Un’eccellenza in ascesa, l’altra alla ricerca di una nuova rotta.

Vinitaly 2025 e congresso della Lega

Dal 6 al 9 aprile a Verona si terrà la Fiera VINITALY 2025, mentre dal 5 al 6 aprile si terrà a Firenze il congresso della Lega. Due realtà diversissime tra loro, il Vinitaly sempre in ascesa, mentre la Lega in questi anni ha visto ridursi, progressivamente, il consenso.

Sul vinitaly si agitano i dazi di Trump, sulla Lega i malumori interni per la gestione del suo leader.

Da recenti ritrovamenti, infatti, si sa che l’avvio della viticoltura in Italia si deve agli Etruschi, già nel secolo VIII a.C. e probabilmente anche prima. Seguono poi i Greci, portando avanti lo sviluppo del settore, come testimonia anche il nome di alcuni vitigni italiani tuttora esistenti, come Greco e Aglianico (che significa ellenico).

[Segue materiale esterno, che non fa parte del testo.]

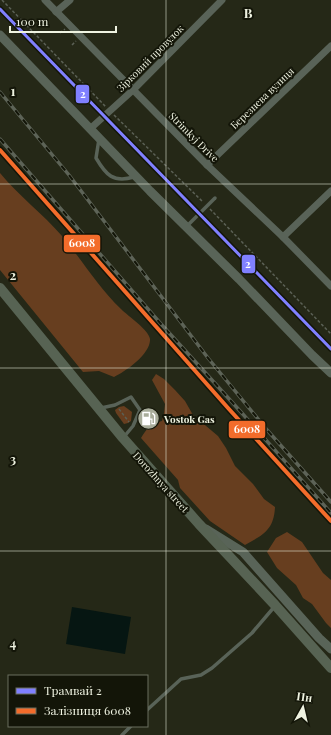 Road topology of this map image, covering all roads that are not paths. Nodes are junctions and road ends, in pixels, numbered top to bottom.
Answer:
1 (45, 0) edge
2 (70, 0) edge
3 (222, 0) edge
4 (56, 12) junction
5 (0, 35) edge
6 (331, 46) edge
7 (132, 90) junction
8 (91, 128) junction
9 (99, 138) junction
10 (207, 165) junction
11 (137, 177) junction
12 (331, 191) edge
13 (215, 198) dead end
14 (187, 227) junction
15 (283, 237) junction
16 (331, 286) edge
17 (0, 289) edge
18 (331, 372) edge
19 (99, 408) junction
20 (123, 438) junction
21 (199, 524) junction
22 (275, 605) junction
23 (331, 649) edge
24 (331, 668) edge
25 (148, 709) edge
26 (130, 727) edge
27 (122, 735) edge

1 - 4 street, Strimkyj Drive
2 - 4 street
3 - 7 street, Зірковий провулок
4 - 7 street, Strimkyj Drive
5 - 8 main road
6 - 10 street, Березнева вулиця
7 - 8 street, Зірковий провулок
7 - 10 street, Strimkyj Drive
8 - 9 main road
9 - 11 main road
9 - 11 lane
10 - 15 street, Strimkyj Drive
11 - 14 main road
12 - 15 street
13 - 14 lane
14 - 18 main road
15 - 16 street, Strimkyj Drive
17 - 19 main road, Dorozhnya street
19 - 20 main road, Dorozhnya street
19 - 20 lane
20 - 21 main road, Dorozhnya street
21 - 22 main road, Dorozhnya street
21 - 23 main road
22 - 24 main road, Dorozhnya street
22 - 25 lane
26 - 27 lane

 Sono tuttavia quei bon vivant dei Romani, grandi appassionati, a favorire intensamente la diffusione delle tecniche vitivinicole e del commercio dei vini. E mentre la loro influenza si espande, si espande con essa anche il gusto romano, non solo in Italia, ma in tutta l’Europa occidentale e centrale.

Con la caduta dell’Impero Romano e lo scompiglio portato dalle invasioni barbariche inizia un lungo periodo buio per l’intero settore. Per lungo tempo l’unico vino che si fa è quello destinato alla messa e sono per lo più i monaci a occuparsi della coltivazione della vite.

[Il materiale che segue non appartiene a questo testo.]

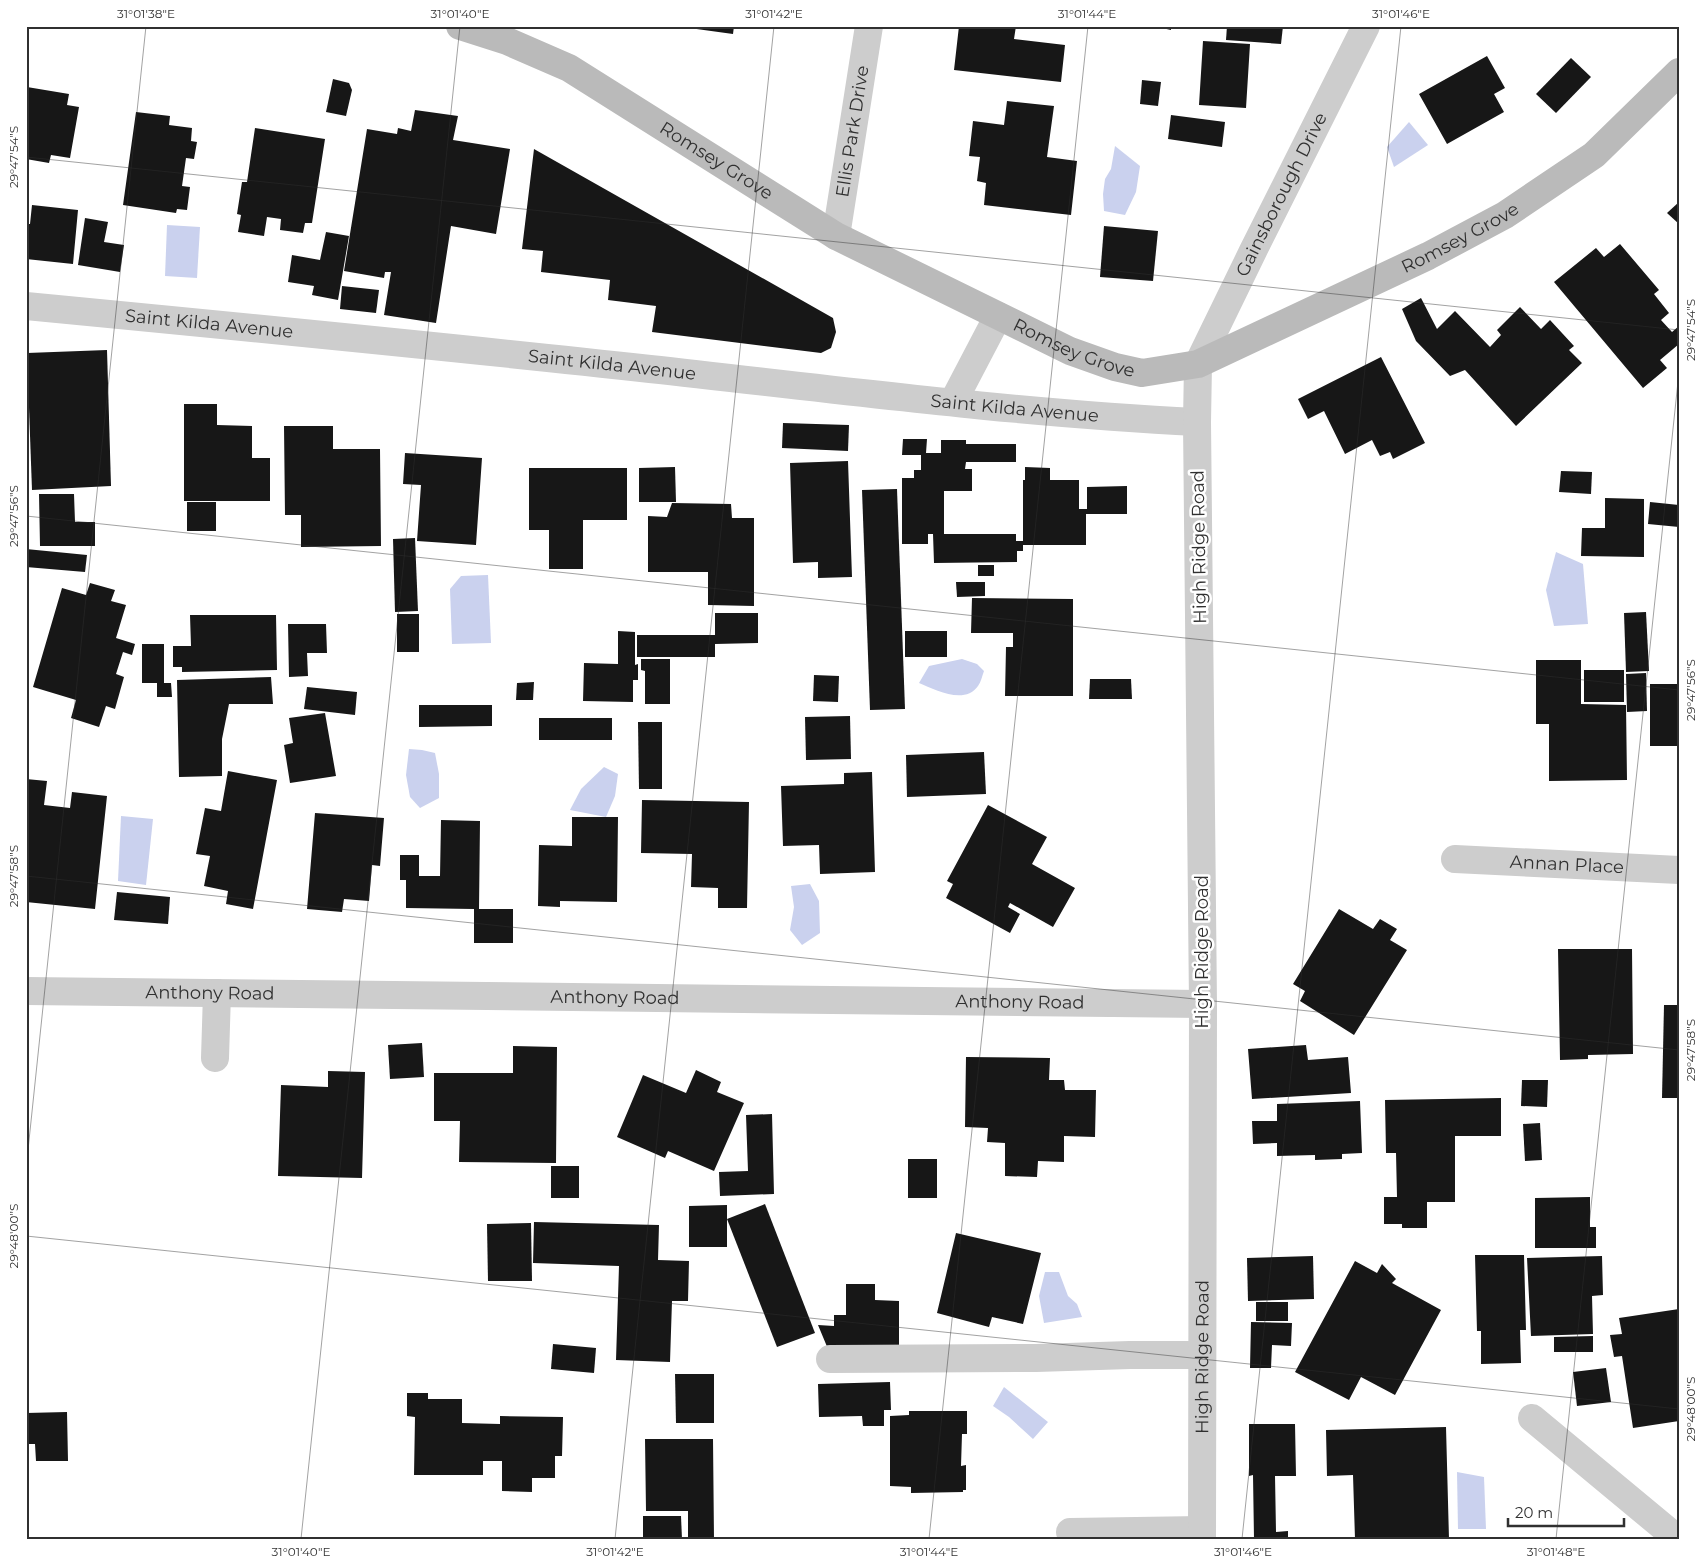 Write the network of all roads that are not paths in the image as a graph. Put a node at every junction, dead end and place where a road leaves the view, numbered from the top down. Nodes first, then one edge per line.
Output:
1 (460, 26) edge
2 (869, 26) edge
3 (1366, 26) edge
4 (1679, 72) edge
5 (836, 236) junction
6 (26, 306) edge
7 (998, 316) junction
8 (1198, 364) junction
9 (953, 402) junction
10 (1197, 422) junction
11 (1455, 860) dead end
12 (1679, 870) edge
13 (26, 991) edge
14 (217, 993) junction
15 (1203, 1004) junction
16 (215, 1058) dead end
17 (1202, 1355) junction
18 (830, 1359) dead end
19 (1532, 1418) dead end
20 (1070, 1532) dead end
21 (1202, 1534) edge
22 (1675, 1535) edge

1 - 5 street, Romsey Grove
2 - 5 street, Ellis Park Drive
3 - 8 street, Gainsborough Drive
4 - 8 street, Romsey Grove
5 - 7 street, Romsey Grove
6 - 9 street, Saint Kilda Avenue
7 - 8 street, Romsey Grove
7 - 9 street
8 - 10 street, High Ridge Road
9 - 10 street, Saint Kilda Avenue
10 - 15 street, High Ridge Road
11 - 12 street, Annan Place
13 - 14 street, Anthony Road
14 - 15 street, Anthony Road
14 - 16 street
15 - 17 street, High Ridge Road
17 - 18 street
17 - 21 street, High Ridge Road
19 - 22 street
20 - 21 street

Facciamo un salto in avanti fino all’arrivo dei grandi commercianti fiorentini e veneziani. Alcune di queste antiche famiglie nobiliari note ancora al giorno d’oggi e più attive che mai, come grandi produttori di vino quali Antinori e Frescobaldi, che nel XIII e XIV secolo avviano un fiorente commercio, soprattutto negli scambi dei vini di Bordeaux.

La viticoltura vera e propria in Italia rientra a pieno regime solo nel XIX secolo, grazie all’impulso del Piemonte e della Toscana, che iniziano ad applicare alcune tecniche francesi per produrre i propri vini: nascono così Barolo, Brunello di Montalcino e Chianti.

Il XX secolo porta però cattive notizie per tutto il continente. Arriva la fillossera, un parassita animale che distrugge tutte le vigne europee fino ai primi decenni del ‘900. Le due guerre mondiali, oltre a portare devastazione nei paesi europei, rubano la manodopera dai campi che in molti casi restano incolti.

Nel dopoguerra, i viticoltori italiani si rimboccano le maniche e fanno ripartire il settore del vino italiano. Scelgono di indirizzarsi soprattutto su una produzione di massa, ma si ha un cambio di tendenza a partire dagli anni ‘60.

Vengono riscoperti i vitigni autoctoni e si impara a coltivare i vitigni internazionali su suolo italiano, come nel caso dell’elaborazione di grandi vini toscani, che la critica imparerà a conoscere come Super Tuscan.

La sua storia dà già il peso e la misura di quanto sia importante e di valore la viticoltura in Italia: oggi essa rappresenta un colosso nel mondo del vino a livello globale, per quanto concerne la quantità di vino prodotto, ma soprattutto per l’elevata qualità dei suoi vini.(fonte www.tannico.it ).

Correttamente il Presidente della Repubblica ha detto in questi giorni che i dazi alterano i mercati e danneggiano i prodotti di qualità. Il vino italiano è un prodotto di grande qualità conosciuto ed apprezzato nel mondo. Non credo che gli americani vorranno privarsene per sostituirlo con prodotti taroccati.

Nella Lega auspico che i malumori escano dall’ombra per indicare la rotta e ridare vita ad un movimento che ha avuto comunque una sua importante funzione nel quadro politico italiano.